Mas o nosso verdadeiro ser é Deus mesmo, o Cristo em nós. Eu sou a minha alma, o meu Eu divino – mas eu tenho um ego humano. Não me redime nem me faz bom o que apenas tenho – só me redime e me faz bom o que eu sou.
O que é meu é quantidade externa – o meu Eu é qualidade interna.
A Verdade nos liberta – a inverdade nos escraviza.
A Verdade é que eu sou a minha alma divina – a inverdade é que eu seja o meu corpo ou meu intelecto humanos, e esta inverdade me mantém preso no cárcere da minha escravidão. E ainda que eu pinte de ouro as grades férreas do meu cárcere e lhe chame "meu palácio", não deixa de ser prisão, dourada ou não.
Uma vez que eu sou divino no meu íntimo ser, devo viver divinamente no meu externo agir. Devo sintonizar o meu viver com o meu ser.
Deus é amor e Deus age como amor.
Eu sou amor como Deus – mas ainda não ajo com amor como Deus.
E nessa discrepância entre o que eu sou e o que eu faço, entre a metafísica do meu ser e a física do meu agir – é que está o meu pecado.
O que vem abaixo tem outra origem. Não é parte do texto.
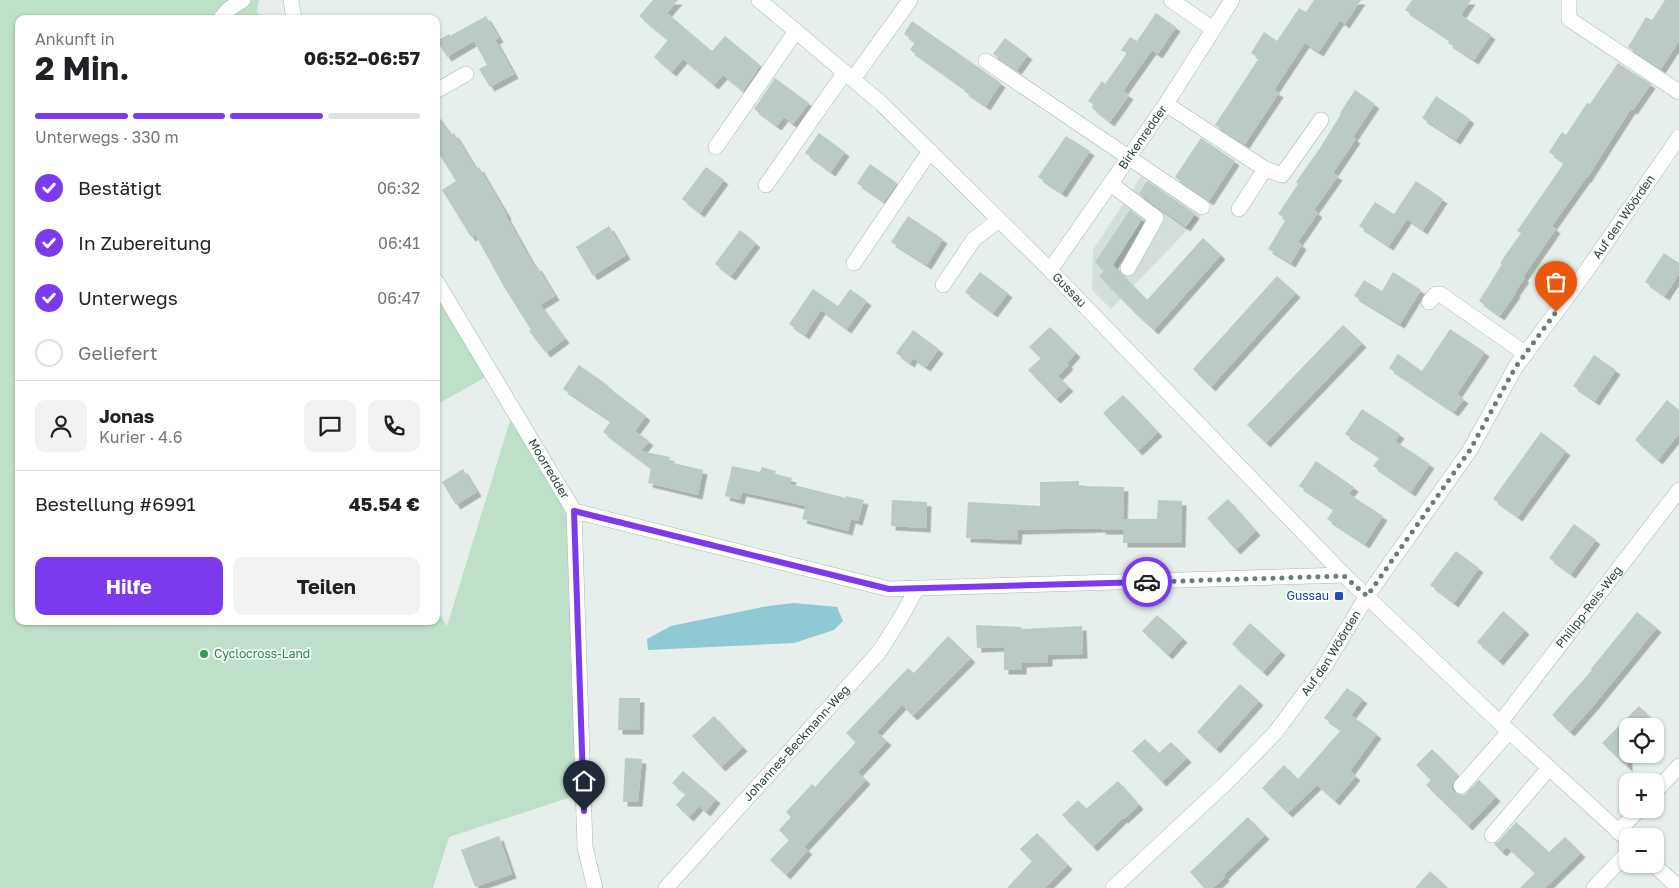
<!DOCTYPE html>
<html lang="de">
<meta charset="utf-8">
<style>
body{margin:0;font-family:"Golos Text",sans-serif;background:#f2f2f2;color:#202124;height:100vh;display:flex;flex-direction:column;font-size:19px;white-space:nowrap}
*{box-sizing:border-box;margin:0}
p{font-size:16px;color:#757577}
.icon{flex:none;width:28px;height:28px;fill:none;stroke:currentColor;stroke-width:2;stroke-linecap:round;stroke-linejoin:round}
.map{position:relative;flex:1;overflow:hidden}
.drawer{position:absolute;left:15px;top:15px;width:425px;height:610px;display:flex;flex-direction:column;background:#fff;border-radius:10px;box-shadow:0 1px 4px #0004}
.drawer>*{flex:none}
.controls{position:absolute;left:1619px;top:718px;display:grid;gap:10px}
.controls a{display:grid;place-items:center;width:45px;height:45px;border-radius:10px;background:#fff;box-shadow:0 1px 4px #0004;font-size:25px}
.pin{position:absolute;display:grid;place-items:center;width:42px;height:42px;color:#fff;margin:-51px -21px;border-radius:50% 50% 50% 0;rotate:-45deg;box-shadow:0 0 5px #0007}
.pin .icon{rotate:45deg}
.courier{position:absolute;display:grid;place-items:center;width:50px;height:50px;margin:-25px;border:4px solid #7c3aed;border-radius:50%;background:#fff;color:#222;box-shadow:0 1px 6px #0007}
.headline em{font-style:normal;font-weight:700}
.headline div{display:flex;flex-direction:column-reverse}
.headline{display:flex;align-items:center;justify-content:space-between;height:85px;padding:0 20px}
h1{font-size:32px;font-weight:700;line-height:38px}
.bar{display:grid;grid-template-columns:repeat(4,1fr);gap:8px 5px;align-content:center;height:60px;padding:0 20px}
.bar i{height:6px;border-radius:4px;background:#e0e0e0}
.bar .current{background:#7c3aed}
.bar p{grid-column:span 4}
.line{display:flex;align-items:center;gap:12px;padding:0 20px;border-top:1px solid #e0e0e0}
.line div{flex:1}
.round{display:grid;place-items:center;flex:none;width:52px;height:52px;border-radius:10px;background:#f2f2f2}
ol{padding:0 20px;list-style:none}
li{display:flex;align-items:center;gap:15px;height:55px}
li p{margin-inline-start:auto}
li .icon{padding:5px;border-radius:50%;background:#7c3aed;color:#fff;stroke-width:4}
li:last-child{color:#757577}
li i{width:28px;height:28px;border:2px solid #e0e0e0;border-radius:50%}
.cta{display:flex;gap:10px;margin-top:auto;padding:10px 20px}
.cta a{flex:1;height:58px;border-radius:10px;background:#7c3aed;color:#fff;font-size:20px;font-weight:700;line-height:58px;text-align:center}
.cta a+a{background:#f2f2f2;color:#202124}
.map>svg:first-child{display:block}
.built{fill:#d4dfda}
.green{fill:#bfe0c8}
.water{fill:#8ec9d4}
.building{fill:#bbcac4;filter:url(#shadow)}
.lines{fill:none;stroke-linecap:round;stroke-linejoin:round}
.minor-casing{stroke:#a8b8b2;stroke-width:16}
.minor{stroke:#fff;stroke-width:15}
.done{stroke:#687f78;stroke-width:5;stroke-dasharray:0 9}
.route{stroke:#7c3aed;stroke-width:6}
.transit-dot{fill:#1a4fb4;stroke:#f7fbf9;stroke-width:2}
.leisure-dot{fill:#2e9e5b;stroke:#f7fbf9;stroke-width:2}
.labels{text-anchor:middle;stroke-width:4;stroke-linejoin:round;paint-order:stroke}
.street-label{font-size:12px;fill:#24423a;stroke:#f7fbf9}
.transit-label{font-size:12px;fill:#164399;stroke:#f7fbf9;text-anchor:end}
.leisure-label{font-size:12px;fill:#27864d;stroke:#f7fbf9;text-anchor:start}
</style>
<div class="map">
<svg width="1679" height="888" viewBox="0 0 1679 888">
<defs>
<filter id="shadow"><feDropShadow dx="4.5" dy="4.5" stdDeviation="0" flood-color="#0004"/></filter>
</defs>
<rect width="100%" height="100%" fill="#e6efeb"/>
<path class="built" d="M1143 173 1202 215 1111 309 1092 290 1093 250Z"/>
<g class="green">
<path d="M0 0H259L257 12 261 19H19V621H436V608L447 626 513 411 574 511 583 793 449 837 433 888H0Z"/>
<path d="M436 281 491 374 436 405Z"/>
</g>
<path class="water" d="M794 603 837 607 843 621 834 630 794 643 648 650 647 639 671 626 768 606Z"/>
<g class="building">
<path d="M653 0H678L667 13 712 51 725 36 759 64 760 66 743 91 723 75 714 85 683 59 672 72 654 57 668 40 639 16Z"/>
<path d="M1314 0H1361L1345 24 1340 20 1319 52 1305 43 1274 90 1279 93 1245 144 1215 125 1259 58 1251 53 1264 32 1277 41 1299 8 1306 12Z"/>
<path d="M1412 0H1471L1461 15 1491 35 1474 60 1448 43 1450 40 1405 10Z"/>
<path d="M1665 0H1679V41L1661 69 1628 47 1646 17 1652 20Z"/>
<path d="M1156 13 1176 27 1158 54 1152 50 1123 91 1129 95 1110 122 1092 108 1094 105 1088 101 1102 81 1105 84 1127 53 1121 50 1130 37 1137 41Z"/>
<path d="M486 16 499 38 495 40 514 74 490 87 479 69 487 65 474 41 447 57 437 41 449 34 450 36Z"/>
<path d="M912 21 1001 83 986 106 964 91 965 89 910 50 915 42 904 34Z"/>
<path d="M1005 38 1028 55 1017 70 993 54Z"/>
<path d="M1618 63 1651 84 1633 110 1631 109 1587 178H1586L1552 226 1556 229 1523 277 1525 278 1515 292 1516 293 1500 316 1479 301 1502 264 1500 263 1521 233 1517 231 1564 163 1549 152 1562 132 1566 135 1587 103 1590 104Z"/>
<path d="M775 78 809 103 793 124 784 117 777 126 754 109Z"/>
<path d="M1355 90 1375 104 1353 137 1356 139 1333 173 1338 176 1314 210 1318 213 1298 242 1302 245 1291 263 1268 249 1286 219 1278 214 1298 184 1296 182 1320 148 1341 114 1340 113Z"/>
<path d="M1436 96 1470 119 1456 140 1422 118Z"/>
<path d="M436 114 451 135 454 133 476 169 479 167 507 215 506 216 535 268 537 266 555 296 540 305 565 339 546 353 529 331 531 330 504 287 475 234 471 237 442 190 456 181 436 149Z"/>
<path d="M819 133 845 152 831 172 805 153Z"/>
<path d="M1066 136 1090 151 1062 193 1038 177Z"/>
<path d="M1201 138 1235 161 1209 201 1175 177Z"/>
<path d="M870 164 897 183 884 202 857 183Z"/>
<path d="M706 167 724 180 700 213 682 199Z"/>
<path d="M1147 181 1195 214 1186 227 1139 194Z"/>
<path d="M1416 181 1443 199 1423 230 1407 219 1389 246 1359 226 1375 202 1394 214Z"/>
<path d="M1130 210 1142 219 1113 265 1147 300 1203 238 1221 255 1154 330 1134 312 1099 276 1104 271 1095 262Z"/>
<path d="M908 216 943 239 927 265 891 242Z"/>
<path d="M609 226 626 255 593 276 576 247Z"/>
<path d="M740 230 756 243 731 276 715 264Z"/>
<path d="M1664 253 1679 263V274L1665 296 1645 282Z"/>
<path d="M980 272 1008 293 993 313 965 292Z"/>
<path d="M1393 272 1421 290 1400 324 1354 296 1364 280 1382 291Z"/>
<path d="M1277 276 1296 293 1211 387 1193 369Z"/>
<path d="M813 289 838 306 850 289 867 301 847 329 821 310 805 335 789 324Z"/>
<path d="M1343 325 1362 343 1266 443 1247 425Z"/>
<path d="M1050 327 1076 353 1067 363 1069 365 1058 376 1069 387 1056 399 1028 370 1041 358 1029 347Z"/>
<path d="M1450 329 1485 352 1457 394 1464 399 1454 412 1389 368 1398 354 1422 371Z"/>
<path d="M913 330 939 349 926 367 913 358 910 363 896 353Z"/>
<path d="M1594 355 1616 370 1595 401 1573 386Z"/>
<path d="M579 365 609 386 608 387 646 416 635 431 649 441 641 451 670 457 669 462 703 470 698 495 648 483 651 468 603 432 611 421 563 389Z"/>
<path d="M1123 395 1158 432 1138 451 1103 413Z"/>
<path d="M1667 400 1679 410V434L1658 460 1635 440Z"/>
<path d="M1362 409 1400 434 1395 441 1430 464 1411 492 1373 466 1380 457 1345 434Z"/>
<path d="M1541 432 1566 451 1518 517 1493 499Z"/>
<path d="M1316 461 1354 487 1349 494 1383 516 1365 544 1327 519 1334 509 1299 486Z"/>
<path d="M732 466 760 472 762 467 776 471 775 474 792 478 790 484 846 498V496L864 500 858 521 851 519 848 531 802 519 806 506 742 492 740 500 725 496Z"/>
<path d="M463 469 477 492 456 505 442 482Z"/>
<path d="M1079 481V486L1124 487 1123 519H1157L1158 500 1182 501 1181 543H1123V530H1101L1102 528 1018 530 1017 540 966 538 968 502 1040 506V482Z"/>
<path d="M1228 499 1256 531 1236 550 1207 518Z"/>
<path d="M892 500 927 502 926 528 891 526Z"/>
<path d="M1574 524 1596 540 1571 574 1549 558Z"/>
<path d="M1456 551 1479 568 1454 603 1430 585Z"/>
<path d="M1503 611 1525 630 1499 661 1477 642Z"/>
<path d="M1637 612 1657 628 1594 705 1570 732 1552 715 1592 670 1591 669Z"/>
<path d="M1157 615 1183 638 1168 655 1142 631Z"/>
<path d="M1250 623 1281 651 1263 672 1232 644Z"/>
<path d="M976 625 1021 627 1022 629 1082 626 1083 654 1048 655V662L1022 663V670H1004V647L977 648Z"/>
<path d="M948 636 971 658 913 716 902 705 877 732 887 741 858 772 866 780 804 847 808 850 786 875 770 860 789 840 779 830 791 817 786 812 812 784 815 787 856 742 846 733 908 668 914 673Z"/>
<path d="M1240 684 1259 701 1216 749 1197 732Z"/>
<path d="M1347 688 1363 699 1351 715 1377 734 1350 771 1356 776 1335 801 1317 785 1288 813 1262 788 1284 765 1298 779 1341 730 1324 718Z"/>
<path d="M619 698H640L639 730H618Z"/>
<path d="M1639 706 1659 726H1628V767L1602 743Z"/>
<path d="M714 716 743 747 721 767 692 736Z"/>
<path d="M1145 739 1159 753 1171 742 1187 758 1162 782 1132 751Z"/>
<path d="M1432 749 1458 775 1452 785V789L1455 793 1464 795 1479 780 1496 797 1468 826 1426 785 1431 780 1416 765Z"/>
<path d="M625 758 642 759 638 802H623Z"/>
<path d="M683 771 716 799 706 812 699 806 689 817 676 805 686 794 672 783Z"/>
<path d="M1118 781 1139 805 1124 819 1123 818 1093 847 1062 815 1078 800 1086 809Z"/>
<path d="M1248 817 1265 835 1224 875 1225 877 1213 888H1204L1190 872Z"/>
<path d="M1516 822 1549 852 1565 837 1581 853 1545 888H1520L1535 873 1507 847 1502 852 1494 844 1499 841Z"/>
<path d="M1037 833 1068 865 1045 888H1007L1032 861 1020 849Z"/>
<path d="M499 836 512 874 475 887 461 850Z"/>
<path d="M1430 871 1448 888H1415Z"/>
</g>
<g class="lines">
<defs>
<g id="minor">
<path d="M291 0 294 19"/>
<path id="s1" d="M759 0 882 104 1050 270 1344 575 1500 723 1628 840"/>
<path d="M1171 0 1213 29"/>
<path d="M1569 0V19L1679 92"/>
<path d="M220 19 229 9 243 0"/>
<path d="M986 61 1202 207"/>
<path d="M853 79 910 0"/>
<path d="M436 91 466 74"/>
<path d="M1166 104 1265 169 1239 209"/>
<path d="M716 147 796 31"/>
<path d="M1265 169 1282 175 1321 120"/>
<path d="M1111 184 1156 218 1128 268"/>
<path d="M766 185 845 72"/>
<path d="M854 263 930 151"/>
<path id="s2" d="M1050 270 1166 104 1232 0"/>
<path id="s3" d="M436 281 574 511 585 847 595 888"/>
<path d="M943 285 974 239 999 220"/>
<path d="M1429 302 1436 294H1440L1526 354"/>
<path d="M574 511 889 589 1344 575"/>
<path id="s4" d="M1500 723 1679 490"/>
<path d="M1461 786 1509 732"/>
<path d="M1655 792 1679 766"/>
<path d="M1618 832 1639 809"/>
<path d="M1492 835 1549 768"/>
<path d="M1653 864 1679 888"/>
<path id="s5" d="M666 888 879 652 900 619 916 590"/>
<path id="s6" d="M1113 888 1228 781 1275 733 1324 667 1367 596 1470 450 1515 368 1587 270 1679 137"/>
<path d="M1594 888 1628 852"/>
</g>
</defs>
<use href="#minor" class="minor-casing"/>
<use href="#minor" class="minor"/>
</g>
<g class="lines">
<path class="done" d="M1147 582 1344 576 1367 596 1470 450 1515 368 1556 312"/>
<path class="route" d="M584 811 574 511 889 589 1147 582"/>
</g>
<rect class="transit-dot" x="1334" y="591" width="10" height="10" rx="2.5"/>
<circle class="leisure-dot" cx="204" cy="654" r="5"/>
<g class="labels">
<g class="street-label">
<text dy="4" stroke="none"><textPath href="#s2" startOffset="162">Birkenredder</textPath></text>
<text dy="4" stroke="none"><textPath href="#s6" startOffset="848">Auf den Wöörden</textPath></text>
<text dy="4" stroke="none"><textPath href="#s1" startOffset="425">Gussau</textPath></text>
<text dy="4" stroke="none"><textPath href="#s3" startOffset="219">Moorredder</textPath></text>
<text dy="4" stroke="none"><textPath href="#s4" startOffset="146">Philipp-Reis-Weg</textPath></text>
<text dy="4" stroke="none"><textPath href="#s6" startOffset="322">Auf den Wöörden</textPath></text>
<text dy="4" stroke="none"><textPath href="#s5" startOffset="195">Johannes-Beckmann-Weg</textPath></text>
</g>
<g class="transit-label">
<text x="1329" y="600">Gussau</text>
</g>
<g class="leisure-label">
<text x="214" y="658">Cyclocross-Land</text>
</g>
</g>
</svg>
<div class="controls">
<a><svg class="icon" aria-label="locate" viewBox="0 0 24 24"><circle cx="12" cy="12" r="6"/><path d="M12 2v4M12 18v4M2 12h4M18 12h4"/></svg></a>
<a>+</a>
<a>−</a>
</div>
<div class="pin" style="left:1556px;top:312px;background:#ea580c"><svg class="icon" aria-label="bag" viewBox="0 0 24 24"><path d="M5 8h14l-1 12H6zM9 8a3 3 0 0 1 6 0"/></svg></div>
<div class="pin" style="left:584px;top:811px;background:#1f2937"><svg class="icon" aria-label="home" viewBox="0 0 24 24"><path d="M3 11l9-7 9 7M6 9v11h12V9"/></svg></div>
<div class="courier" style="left:1147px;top:582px"><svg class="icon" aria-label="car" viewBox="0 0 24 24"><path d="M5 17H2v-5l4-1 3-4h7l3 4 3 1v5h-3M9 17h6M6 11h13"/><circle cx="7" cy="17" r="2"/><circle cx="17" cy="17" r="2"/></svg></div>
<section class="drawer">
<div class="headline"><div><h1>2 Min.</h1><p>Ankunft in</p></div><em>06:52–06:57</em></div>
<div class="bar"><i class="current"></i><i class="current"></i><i class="current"></i><i></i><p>Unterwegs · 330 m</p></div>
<ol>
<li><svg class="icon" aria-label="check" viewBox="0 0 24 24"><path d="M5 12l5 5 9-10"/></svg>Bestätigt<p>06:32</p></li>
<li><svg class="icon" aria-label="check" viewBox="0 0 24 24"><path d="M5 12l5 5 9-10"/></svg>In Zubereitung<p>06:41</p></li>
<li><svg class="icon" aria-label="check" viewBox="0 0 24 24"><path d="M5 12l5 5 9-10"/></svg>Unterwegs<p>06:47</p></li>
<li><i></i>Geliefert</li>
</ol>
<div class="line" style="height:90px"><a class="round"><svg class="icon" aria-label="person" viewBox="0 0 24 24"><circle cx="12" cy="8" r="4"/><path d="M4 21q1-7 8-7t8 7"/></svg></a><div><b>Jonas</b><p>Kurier · 4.6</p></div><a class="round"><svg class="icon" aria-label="chat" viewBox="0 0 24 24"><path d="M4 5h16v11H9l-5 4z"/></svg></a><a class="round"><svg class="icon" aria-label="phone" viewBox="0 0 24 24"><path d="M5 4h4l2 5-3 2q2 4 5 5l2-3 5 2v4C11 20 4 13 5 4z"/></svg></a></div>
<div class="line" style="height:65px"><div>Bestellung #6991</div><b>45.54 €</b></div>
<div class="cta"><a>Hilfe</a><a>Teilen</a></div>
</section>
</div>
O meu agir desmente o meu ser!
Mas se eu, como o publicano clarividente e humilde, conhecer e reconhecer que o que me redime não é o meu pequeno pseudo-eu humano, mas sim o grande Tu divino – que é também o meu verdadeiro Eu humano – então voltarei para casa "ajustado", devidamente ajustado à Norma Absoluta de toda a retitude do universo.
E o fariseu, apesar de tão virtuoso, estava desajustado de Deus, porque não era um Eu sapiente. Não estava liberto pela consciência da Verdade libertadora.